Exercise prompt.
Give only the number of lines below that contain the word "Фараби".

Supplied material.
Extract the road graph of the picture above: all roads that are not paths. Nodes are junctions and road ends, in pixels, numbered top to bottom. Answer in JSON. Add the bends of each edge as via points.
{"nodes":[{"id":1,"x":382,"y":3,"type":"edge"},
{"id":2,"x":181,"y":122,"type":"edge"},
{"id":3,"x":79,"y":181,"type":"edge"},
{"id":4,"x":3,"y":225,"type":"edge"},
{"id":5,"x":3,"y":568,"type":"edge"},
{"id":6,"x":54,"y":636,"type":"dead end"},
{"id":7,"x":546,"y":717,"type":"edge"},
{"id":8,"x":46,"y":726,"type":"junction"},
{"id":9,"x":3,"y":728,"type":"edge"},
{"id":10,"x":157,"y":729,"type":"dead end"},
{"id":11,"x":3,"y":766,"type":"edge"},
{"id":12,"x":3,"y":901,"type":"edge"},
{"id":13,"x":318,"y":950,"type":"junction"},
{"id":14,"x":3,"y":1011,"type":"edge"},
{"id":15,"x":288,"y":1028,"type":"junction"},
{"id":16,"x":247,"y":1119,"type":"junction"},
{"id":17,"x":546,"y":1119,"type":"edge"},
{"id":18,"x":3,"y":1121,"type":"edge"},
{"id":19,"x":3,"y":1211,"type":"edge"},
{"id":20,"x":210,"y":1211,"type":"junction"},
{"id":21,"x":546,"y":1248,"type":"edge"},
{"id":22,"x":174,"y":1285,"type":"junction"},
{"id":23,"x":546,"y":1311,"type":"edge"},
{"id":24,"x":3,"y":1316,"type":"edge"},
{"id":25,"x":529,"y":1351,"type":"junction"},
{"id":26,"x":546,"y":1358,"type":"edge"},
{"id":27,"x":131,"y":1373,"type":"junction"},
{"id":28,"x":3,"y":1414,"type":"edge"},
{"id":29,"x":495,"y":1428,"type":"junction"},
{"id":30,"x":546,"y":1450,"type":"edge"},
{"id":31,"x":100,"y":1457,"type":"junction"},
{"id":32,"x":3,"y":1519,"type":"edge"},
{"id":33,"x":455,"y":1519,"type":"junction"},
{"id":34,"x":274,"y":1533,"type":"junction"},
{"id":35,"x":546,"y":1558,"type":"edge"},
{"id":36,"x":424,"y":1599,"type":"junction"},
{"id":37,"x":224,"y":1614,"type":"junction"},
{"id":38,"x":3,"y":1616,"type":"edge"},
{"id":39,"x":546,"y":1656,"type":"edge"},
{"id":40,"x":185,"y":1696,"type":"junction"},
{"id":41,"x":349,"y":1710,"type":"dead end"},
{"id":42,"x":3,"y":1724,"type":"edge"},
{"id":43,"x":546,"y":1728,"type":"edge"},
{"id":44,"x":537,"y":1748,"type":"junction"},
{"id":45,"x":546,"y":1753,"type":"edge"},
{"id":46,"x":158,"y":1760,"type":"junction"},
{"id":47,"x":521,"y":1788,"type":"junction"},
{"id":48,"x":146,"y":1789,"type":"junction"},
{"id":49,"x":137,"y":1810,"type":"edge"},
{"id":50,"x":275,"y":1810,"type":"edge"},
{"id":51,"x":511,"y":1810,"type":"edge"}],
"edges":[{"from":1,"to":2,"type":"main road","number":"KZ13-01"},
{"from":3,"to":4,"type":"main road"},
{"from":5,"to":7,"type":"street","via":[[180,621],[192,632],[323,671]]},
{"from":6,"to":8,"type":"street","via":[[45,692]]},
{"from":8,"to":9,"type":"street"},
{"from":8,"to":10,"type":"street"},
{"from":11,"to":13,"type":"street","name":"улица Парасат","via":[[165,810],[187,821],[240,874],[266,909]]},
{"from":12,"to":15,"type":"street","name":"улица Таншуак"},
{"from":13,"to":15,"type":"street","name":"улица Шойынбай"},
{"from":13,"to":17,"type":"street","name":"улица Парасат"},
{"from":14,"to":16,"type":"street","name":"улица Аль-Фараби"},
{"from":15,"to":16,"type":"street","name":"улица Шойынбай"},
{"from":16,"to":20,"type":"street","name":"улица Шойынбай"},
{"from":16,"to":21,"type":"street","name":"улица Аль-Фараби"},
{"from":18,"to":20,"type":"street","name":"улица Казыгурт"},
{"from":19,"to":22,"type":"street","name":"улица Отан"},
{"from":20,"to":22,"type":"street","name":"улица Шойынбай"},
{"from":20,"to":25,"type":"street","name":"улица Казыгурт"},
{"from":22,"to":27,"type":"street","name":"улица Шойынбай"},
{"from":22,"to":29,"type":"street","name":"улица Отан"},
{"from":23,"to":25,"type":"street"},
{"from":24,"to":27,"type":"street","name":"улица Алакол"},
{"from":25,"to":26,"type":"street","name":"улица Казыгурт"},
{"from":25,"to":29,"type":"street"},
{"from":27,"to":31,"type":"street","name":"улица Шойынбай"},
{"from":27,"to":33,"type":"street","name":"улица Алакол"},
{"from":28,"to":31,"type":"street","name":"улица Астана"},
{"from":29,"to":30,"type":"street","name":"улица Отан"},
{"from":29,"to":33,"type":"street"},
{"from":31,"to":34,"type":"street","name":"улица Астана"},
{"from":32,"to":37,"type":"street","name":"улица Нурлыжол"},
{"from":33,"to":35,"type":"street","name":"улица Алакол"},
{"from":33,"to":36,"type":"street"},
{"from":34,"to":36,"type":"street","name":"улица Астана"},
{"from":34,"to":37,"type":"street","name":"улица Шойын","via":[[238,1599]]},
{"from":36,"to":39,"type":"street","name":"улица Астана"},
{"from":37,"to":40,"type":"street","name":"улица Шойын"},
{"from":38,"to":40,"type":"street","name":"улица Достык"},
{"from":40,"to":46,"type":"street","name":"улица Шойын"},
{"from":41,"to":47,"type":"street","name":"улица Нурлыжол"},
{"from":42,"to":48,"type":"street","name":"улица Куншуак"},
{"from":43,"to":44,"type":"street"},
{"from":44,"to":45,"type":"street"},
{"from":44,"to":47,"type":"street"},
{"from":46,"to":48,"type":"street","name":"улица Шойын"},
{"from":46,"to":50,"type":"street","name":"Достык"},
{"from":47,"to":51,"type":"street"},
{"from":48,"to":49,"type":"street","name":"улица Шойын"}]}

Output of the task.
2